[Start of section]
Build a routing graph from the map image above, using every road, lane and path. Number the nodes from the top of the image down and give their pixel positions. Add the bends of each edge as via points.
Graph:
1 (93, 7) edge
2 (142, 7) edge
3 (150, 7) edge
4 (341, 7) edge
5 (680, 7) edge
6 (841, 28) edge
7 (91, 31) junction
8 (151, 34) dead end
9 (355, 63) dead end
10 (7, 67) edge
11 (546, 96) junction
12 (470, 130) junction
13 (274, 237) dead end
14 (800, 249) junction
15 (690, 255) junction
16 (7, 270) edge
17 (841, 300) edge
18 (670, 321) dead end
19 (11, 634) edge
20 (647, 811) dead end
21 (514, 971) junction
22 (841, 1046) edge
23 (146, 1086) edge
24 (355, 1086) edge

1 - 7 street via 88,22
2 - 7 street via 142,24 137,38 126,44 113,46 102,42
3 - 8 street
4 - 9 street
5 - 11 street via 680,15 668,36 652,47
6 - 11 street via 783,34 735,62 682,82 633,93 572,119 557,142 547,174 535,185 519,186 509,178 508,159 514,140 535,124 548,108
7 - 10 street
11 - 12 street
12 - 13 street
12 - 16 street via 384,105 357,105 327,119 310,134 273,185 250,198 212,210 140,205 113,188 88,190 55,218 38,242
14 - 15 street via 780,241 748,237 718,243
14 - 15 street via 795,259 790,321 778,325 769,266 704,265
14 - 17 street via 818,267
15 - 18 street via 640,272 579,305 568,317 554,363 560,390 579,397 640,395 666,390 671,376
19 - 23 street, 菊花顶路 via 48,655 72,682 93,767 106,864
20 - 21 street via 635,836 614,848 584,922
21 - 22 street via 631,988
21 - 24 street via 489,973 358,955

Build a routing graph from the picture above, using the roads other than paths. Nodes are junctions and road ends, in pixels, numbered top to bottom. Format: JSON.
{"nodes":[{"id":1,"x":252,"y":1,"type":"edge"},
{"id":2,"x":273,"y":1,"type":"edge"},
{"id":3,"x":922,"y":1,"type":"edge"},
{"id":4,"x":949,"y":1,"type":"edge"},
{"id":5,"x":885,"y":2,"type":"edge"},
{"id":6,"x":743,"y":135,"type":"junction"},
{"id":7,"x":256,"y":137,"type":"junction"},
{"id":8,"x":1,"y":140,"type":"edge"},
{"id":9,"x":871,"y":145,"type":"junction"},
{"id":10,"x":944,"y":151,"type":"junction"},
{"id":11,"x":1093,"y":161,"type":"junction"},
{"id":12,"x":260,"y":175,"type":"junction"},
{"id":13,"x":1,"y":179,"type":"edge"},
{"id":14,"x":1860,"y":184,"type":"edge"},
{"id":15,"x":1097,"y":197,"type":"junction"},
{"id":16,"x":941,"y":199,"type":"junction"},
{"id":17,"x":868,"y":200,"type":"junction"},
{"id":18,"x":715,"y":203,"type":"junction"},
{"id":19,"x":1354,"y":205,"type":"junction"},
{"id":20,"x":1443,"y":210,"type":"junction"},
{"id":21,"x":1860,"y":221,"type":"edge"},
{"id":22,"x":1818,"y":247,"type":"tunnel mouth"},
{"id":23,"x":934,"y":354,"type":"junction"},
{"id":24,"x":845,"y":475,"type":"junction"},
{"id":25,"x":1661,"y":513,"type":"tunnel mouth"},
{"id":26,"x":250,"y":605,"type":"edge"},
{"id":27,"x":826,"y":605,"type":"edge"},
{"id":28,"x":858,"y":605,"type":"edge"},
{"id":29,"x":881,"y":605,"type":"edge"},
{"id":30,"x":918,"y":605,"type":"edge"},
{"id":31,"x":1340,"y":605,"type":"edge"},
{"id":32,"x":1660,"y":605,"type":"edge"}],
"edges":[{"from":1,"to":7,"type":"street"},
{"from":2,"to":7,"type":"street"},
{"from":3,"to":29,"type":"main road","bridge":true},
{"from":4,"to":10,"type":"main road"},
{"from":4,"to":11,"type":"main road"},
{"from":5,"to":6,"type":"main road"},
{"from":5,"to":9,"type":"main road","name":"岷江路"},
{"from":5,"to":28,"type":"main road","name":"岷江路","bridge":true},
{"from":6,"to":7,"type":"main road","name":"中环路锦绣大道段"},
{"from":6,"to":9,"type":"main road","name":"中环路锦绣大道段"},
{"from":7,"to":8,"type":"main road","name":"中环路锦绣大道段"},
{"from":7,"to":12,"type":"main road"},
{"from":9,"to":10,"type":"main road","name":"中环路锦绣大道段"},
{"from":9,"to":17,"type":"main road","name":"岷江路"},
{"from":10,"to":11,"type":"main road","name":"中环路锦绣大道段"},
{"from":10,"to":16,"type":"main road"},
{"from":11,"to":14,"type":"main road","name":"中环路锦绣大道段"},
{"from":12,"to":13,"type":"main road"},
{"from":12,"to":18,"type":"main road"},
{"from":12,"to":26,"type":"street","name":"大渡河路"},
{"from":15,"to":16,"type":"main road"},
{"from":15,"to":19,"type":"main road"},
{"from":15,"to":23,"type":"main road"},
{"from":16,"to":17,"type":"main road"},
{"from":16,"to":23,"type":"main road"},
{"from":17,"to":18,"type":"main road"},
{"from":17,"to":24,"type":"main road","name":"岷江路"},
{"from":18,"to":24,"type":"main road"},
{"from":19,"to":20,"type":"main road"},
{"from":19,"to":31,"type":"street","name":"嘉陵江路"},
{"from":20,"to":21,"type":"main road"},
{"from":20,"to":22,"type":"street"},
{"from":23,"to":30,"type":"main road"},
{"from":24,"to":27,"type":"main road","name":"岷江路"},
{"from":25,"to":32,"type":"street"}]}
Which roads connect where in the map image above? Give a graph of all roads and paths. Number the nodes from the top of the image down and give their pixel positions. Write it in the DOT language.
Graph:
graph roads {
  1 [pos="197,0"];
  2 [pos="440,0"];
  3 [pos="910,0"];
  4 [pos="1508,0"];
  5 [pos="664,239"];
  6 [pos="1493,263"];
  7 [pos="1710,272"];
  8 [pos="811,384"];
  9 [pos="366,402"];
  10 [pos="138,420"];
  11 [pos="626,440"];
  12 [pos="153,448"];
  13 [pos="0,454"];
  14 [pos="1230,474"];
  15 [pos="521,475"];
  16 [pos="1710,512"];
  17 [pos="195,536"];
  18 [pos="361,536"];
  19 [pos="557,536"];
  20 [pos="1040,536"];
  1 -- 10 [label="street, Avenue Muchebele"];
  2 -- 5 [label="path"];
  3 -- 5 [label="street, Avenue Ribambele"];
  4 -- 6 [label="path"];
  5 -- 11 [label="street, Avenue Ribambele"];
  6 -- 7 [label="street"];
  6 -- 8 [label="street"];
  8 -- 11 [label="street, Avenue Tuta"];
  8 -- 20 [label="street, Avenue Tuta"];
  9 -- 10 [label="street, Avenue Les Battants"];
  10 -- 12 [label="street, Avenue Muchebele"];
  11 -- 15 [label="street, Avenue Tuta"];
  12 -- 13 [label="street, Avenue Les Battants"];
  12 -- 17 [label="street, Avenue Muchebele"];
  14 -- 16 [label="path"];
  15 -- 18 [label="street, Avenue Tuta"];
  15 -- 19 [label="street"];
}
[End of section]
» What is being asked:
Exactly as written above, please repeat the entries.

» Worked solution:
Build a routing graph from the map image above, using every road, lane and path. Number the nodes from the top of the image down and give their pixel positions. Add the bends of each edge as via points.
Graph:
1 (93, 7) edge
2 (142, 7) edge
3 (150, 7) edge
4 (341, 7) edge
5 (680, 7) edge
6 (841, 28) edge
7 (91, 31) junction
8 (151, 34) dead end
9 (355, 63) dead end
10 (7, 67) edge
11 (546, 96) junction
12 (470, 130) junction
13 (274, 237) dead end
14 (800, 249) junction
15 (690, 255) junction
16 (7, 270) edge
17 (841, 300) edge
18 (670, 321) dead end
19 (11, 634) edge
20 (647, 811) dead end
21 (514, 971) junction
22 (841, 1046) edge
23 (146, 1086) edge
24 (355, 1086) edge

1 - 7 street via 88,22
2 - 7 street via 142,24 137,38 126,44 113,46 102,42
3 - 8 street
4 - 9 street
5 - 11 street via 680,15 668,36 652,47
6 - 11 street via 783,34 735,62 682,82 633,93 572,119 557,142 547,174 535,185 519,186 509,178 508,159 514,140 535,124 548,108
7 - 10 street
11 - 12 street
12 - 13 street
12 - 16 street via 384,105 357,105 327,119 310,134 273,185 250,198 212,210 140,205 113,188 88,190 55,218 38,242
14 - 15 street via 780,241 748,237 718,243
14 - 15 street via 795,259 790,321 778,325 769,266 704,265
14 - 17 street via 818,267
15 - 18 street via 640,272 579,305 568,317 554,363 560,390 579,397 640,395 666,390 671,376
19 - 23 street, 菊花顶路 via 48,655 72,682 93,767 106,864
20 - 21 street via 635,836 614,848 584,922
21 - 22 street via 631,988
21 - 24 street via 489,973 358,955

Build a routing graph from the picture above, using the roads other than paths. Nodes are junctions and road ends, in pixels, numbered top to bottom. Format: JSON.
{"nodes":[{"id":1,"x":252,"y":1,"type":"edge"},
{"id":2,"x":273,"y":1,"type":"edge"},
{"id":3,"x":922,"y":1,"type":"edge"},
{"id":4,"x":949,"y":1,"type":"edge"},
{"id":5,"x":885,"y":2,"type":"edge"},
{"id":6,"x":743,"y":135,"type":"junction"},
{"id":7,"x":256,"y":137,"type":"junction"},
{"id":8,"x":1,"y":140,"type":"edge"},
{"id":9,"x":871,"y":145,"type":"junction"},
{"id":10,"x":944,"y":151,"type":"junction"},
{"id":11,"x":1093,"y":161,"type":"junction"},
{"id":12,"x":260,"y":175,"type":"junction"},
{"id":13,"x":1,"y":179,"type":"edge"},
{"id":14,"x":1860,"y":184,"type":"edge"},
{"id":15,"x":1097,"y":197,"type":"junction"},
{"id":16,"x":941,"y":199,"type":"junction"},
{"id":17,"x":868,"y":200,"type":"junction"},
{"id":18,"x":715,"y":203,"type":"junction"},
{"id":19,"x":1354,"y":205,"type":"junction"},
{"id":20,"x":1443,"y":210,"type":"junction"},
{"id":21,"x":1860,"y":221,"type":"edge"},
{"id":22,"x":1818,"y":247,"type":"tunnel mouth"},
{"id":23,"x":934,"y":354,"type":"junction"},
{"id":24,"x":845,"y":475,"type":"junction"},
{"id":25,"x":1661,"y":513,"type":"tunnel mouth"},
{"id":26,"x":250,"y":605,"type":"edge"},
{"id":27,"x":826,"y":605,"type":"edge"},
{"id":28,"x":858,"y":605,"type":"edge"},
{"id":29,"x":881,"y":605,"type":"edge"},
{"id":30,"x":918,"y":605,"type":"edge"},
{"id":31,"x":1340,"y":605,"type":"edge"},
{"id":32,"x":1660,"y":605,"type":"edge"}],
"edges":[{"from":1,"to":7,"type":"street"},
{"from":2,"to":7,"type":"street"},
{"from":3,"to":29,"type":"main road","bridge":true},
{"from":4,"to":10,"type":"main road"},
{"from":4,"to":11,"type":"main road"},
{"from":5,"to":6,"type":"main road"},
{"from":5,"to":9,"type":"main road","name":"岷江路"},
{"from":5,"to":28,"type":"main road","name":"岷江路","bridge":true},
{"from":6,"to":7,"type":"main road","name":"中环路锦绣大道段"},
{"from":6,"to":9,"type":"main road","name":"中环路锦绣大道段"},
{"from":7,"to":8,"type":"main road","name":"中环路锦绣大道段"},
{"from":7,"to":12,"type":"main road"},
{"from":9,"to":10,"type":"main road","name":"中环路锦绣大道段"},
{"from":9,"to":17,"type":"main road","name":"岷江路"},
{"from":10,"to":11,"type":"main road","name":"中环路锦绣大道段"},
{"from":10,"to":16,"type":"main road"},
{"from":11,"to":14,"type":"main road","name":"中环路锦绣大道段"},
{"from":12,"to":13,"type":"main road"},
{"from":12,"to":18,"type":"main road"},
{"from":12,"to":26,"type":"street","name":"大渡河路"},
{"from":15,"to":16,"type":"main road"},
{"from":15,"to":19,"type":"main road"},
{"from":15,"to":23,"type":"main road"},
{"from":16,"to":17,"type":"main road"},
{"from":16,"to":23,"type":"main road"},
{"from":17,"to":18,"type":"main road"},
{"from":17,"to":24,"type":"main road","name":"岷江路"},
{"from":18,"to":24,"type":"main road"},
{"from":19,"to":20,"type":"main road"},
{"from":19,"to":31,"type":"street","name":"嘉陵江路"},
{"from":20,"to":21,"type":"main road"},
{"from":20,"to":22,"type":"street"},
{"from":23,"to":30,"type":"main road"},
{"from":24,"to":27,"type":"main road","name":"岷江路"},
{"from":25,"to":32,"type":"street"}]}
Which roads connect where in the map image above? Give a graph of all roads and paths. Number the nodes from the top of the image down and give their pixel positions. Write it in the DOT language.
Graph:
graph roads {
  1 [pos="197,0"];
  2 [pos="440,0"];
  3 [pos="910,0"];
  4 [pos="1508,0"];
  5 [pos="664,239"];
  6 [pos="1493,263"];
  7 [pos="1710,272"];
  8 [pos="811,384"];
  9 [pos="366,402"];
  10 [pos="138,420"];
  11 [pos="626,440"];
  12 [pos="153,448"];
  13 [pos="0,454"];
  14 [pos="1230,474"];
  15 [pos="521,475"];
  16 [pos="1710,512"];
  17 [pos="195,536"];
  18 [pos="361,536"];
  19 [pos="557,536"];
  20 [pos="1040,536"];
  1 -- 10 [label="street, Avenue Muchebele"];
  2 -- 5 [label="path"];
  3 -- 5 [label="street, Avenue Ribambele"];
  4 -- 6 [label="path"];
  5 -- 11 [label="street, Avenue Ribambele"];
  6 -- 7 [label="street"];
  6 -- 8 [label="street"];
  8 -- 11 [label="street, Avenue Tuta"];
  8 -- 20 [label="street, Avenue Tuta"];
  9 -- 10 [label="street, Avenue Les Battants"];
  10 -- 12 [label="street, Avenue Muchebele"];
  11 -- 15 [label="street, Avenue Tuta"];
  12 -- 13 [label="street, Avenue Les Battants"];
  12 -- 17 [label="street, Avenue Muchebele"];
  14 -- 16 [label="path"];
  15 -- 18 [label="street, Avenue Tuta"];
  15 -- 19 [label="street"];
}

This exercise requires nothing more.